Segment Open
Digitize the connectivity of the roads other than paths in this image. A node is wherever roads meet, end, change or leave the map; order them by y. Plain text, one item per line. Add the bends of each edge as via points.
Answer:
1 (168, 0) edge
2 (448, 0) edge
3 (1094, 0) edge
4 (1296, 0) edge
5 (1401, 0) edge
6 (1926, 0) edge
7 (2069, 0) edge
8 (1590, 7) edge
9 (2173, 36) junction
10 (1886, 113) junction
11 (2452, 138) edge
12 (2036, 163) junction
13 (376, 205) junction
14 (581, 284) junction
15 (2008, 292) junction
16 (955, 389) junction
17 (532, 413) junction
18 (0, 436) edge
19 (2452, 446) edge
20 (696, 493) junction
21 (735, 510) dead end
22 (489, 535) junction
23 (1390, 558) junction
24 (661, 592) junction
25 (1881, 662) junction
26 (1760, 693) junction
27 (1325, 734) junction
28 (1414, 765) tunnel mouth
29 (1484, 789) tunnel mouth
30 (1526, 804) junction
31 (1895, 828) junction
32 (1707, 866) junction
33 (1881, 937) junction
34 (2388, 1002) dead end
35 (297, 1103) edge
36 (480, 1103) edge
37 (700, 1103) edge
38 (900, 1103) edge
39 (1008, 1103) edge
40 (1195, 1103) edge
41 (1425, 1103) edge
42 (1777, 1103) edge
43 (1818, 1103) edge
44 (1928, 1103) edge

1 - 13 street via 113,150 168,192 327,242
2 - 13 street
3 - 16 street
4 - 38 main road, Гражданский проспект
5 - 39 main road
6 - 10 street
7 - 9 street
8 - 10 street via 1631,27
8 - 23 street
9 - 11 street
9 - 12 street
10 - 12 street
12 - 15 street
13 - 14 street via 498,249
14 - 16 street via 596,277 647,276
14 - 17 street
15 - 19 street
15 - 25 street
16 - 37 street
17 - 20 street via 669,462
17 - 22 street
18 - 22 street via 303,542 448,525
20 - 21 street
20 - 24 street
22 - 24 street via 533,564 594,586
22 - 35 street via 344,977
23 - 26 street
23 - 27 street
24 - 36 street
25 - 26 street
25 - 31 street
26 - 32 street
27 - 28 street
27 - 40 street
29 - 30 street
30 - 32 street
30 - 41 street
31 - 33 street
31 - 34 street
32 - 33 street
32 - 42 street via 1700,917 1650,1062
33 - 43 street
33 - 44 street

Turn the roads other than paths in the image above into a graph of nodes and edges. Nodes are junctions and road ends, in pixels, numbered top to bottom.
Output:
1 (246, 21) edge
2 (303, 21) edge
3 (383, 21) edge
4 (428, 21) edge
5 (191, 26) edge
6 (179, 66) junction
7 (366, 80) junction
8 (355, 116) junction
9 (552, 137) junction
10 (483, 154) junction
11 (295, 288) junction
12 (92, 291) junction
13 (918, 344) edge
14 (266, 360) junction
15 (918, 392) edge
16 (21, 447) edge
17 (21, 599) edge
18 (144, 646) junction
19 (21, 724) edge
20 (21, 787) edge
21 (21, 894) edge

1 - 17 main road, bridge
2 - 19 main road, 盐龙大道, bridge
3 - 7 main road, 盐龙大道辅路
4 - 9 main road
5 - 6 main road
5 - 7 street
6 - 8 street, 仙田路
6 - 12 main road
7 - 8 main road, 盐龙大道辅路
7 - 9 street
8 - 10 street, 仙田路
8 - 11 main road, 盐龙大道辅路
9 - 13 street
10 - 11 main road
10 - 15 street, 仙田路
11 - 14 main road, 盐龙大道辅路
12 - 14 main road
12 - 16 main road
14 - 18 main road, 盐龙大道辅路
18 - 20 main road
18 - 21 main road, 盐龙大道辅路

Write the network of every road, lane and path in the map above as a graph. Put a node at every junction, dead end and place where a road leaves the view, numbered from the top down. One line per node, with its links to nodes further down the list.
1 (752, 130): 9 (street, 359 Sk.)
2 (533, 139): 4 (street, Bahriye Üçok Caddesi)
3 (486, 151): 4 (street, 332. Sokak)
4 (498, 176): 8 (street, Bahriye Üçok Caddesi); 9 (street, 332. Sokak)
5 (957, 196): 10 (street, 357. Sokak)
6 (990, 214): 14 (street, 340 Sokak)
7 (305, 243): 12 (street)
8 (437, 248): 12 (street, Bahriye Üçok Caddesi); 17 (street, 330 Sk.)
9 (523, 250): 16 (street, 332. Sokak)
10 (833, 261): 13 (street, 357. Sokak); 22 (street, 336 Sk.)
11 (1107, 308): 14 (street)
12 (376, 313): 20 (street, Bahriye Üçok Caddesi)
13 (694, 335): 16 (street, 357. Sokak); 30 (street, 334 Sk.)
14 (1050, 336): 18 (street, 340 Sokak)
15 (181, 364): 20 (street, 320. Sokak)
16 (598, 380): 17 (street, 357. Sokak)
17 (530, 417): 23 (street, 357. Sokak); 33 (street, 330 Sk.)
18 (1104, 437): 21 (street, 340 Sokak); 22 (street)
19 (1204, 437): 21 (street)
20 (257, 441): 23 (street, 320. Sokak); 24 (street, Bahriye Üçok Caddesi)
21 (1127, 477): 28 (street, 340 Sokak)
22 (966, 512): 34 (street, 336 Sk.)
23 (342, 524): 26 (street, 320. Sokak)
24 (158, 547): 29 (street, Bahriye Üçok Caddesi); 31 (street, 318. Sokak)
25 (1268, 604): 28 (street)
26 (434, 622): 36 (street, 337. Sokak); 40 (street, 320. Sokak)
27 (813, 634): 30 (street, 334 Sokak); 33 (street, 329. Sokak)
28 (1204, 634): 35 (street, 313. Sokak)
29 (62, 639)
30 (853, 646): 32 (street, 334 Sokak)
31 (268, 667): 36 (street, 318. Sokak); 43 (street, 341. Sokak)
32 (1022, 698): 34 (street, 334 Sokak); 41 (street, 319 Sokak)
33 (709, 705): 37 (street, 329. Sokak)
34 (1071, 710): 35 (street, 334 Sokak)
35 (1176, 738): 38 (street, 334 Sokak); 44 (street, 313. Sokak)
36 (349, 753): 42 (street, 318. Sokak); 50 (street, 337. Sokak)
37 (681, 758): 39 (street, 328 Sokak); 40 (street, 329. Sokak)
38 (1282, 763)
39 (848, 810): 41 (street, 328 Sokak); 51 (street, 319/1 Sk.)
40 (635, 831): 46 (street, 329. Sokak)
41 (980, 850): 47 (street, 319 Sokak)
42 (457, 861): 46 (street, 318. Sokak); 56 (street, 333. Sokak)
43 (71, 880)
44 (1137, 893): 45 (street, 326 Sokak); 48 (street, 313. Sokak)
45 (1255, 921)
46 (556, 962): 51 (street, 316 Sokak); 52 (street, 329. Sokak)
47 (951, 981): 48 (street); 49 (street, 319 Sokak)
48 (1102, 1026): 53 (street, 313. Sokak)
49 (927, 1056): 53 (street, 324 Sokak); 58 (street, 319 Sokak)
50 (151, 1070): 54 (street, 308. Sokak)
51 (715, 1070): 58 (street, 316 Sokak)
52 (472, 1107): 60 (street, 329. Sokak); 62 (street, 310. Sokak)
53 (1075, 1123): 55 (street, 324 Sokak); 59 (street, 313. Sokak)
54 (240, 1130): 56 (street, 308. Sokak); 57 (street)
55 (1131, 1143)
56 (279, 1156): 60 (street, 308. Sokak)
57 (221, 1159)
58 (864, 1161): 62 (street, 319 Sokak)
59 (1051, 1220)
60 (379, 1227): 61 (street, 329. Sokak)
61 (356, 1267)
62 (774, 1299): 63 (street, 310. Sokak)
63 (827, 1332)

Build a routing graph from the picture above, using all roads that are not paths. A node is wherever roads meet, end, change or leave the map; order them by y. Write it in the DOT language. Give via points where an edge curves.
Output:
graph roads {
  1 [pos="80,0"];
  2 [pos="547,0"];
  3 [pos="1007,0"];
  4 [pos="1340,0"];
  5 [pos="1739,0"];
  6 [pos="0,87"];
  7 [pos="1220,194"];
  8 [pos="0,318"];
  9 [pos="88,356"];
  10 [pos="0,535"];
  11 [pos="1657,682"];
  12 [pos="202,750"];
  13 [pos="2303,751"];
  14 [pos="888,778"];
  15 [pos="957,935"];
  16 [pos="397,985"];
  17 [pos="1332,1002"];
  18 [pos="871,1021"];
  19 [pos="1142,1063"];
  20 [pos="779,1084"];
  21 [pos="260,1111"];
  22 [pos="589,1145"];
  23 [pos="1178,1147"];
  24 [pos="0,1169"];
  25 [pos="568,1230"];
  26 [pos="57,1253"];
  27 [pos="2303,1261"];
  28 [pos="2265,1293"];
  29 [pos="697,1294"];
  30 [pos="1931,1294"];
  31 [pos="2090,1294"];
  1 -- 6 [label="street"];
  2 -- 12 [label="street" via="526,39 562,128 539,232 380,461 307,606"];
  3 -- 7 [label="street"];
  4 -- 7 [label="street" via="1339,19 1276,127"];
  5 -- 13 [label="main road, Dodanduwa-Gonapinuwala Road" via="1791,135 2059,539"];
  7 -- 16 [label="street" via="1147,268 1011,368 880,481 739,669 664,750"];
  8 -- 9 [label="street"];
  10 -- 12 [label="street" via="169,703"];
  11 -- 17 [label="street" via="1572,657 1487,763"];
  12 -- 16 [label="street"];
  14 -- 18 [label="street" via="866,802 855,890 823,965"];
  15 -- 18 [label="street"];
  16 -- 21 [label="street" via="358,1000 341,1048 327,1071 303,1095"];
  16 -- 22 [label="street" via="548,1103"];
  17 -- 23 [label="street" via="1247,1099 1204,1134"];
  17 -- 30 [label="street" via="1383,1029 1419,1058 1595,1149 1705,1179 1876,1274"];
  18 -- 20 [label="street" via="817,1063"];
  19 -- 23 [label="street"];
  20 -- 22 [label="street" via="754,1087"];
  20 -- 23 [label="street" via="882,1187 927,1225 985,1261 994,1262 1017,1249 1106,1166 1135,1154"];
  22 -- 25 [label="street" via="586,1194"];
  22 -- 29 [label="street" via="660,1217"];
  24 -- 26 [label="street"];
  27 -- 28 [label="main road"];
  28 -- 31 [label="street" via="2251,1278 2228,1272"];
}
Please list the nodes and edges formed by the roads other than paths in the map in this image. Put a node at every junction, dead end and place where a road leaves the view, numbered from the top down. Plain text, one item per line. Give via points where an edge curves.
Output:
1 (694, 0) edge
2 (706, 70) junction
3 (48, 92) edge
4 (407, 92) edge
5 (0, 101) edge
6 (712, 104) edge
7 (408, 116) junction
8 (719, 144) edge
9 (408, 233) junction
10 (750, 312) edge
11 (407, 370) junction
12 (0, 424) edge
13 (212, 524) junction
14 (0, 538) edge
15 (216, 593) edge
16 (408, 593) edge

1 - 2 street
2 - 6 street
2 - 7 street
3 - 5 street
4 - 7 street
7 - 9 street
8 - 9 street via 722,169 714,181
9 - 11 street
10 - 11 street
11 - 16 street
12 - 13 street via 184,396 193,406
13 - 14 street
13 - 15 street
Segment Closed
● Work to complete: Each line in the entries above that includes the string "tunnel" should be extracted.

● Output:
28 (1414, 765) tunnel mouth
29 (1484, 789) tunnel mouth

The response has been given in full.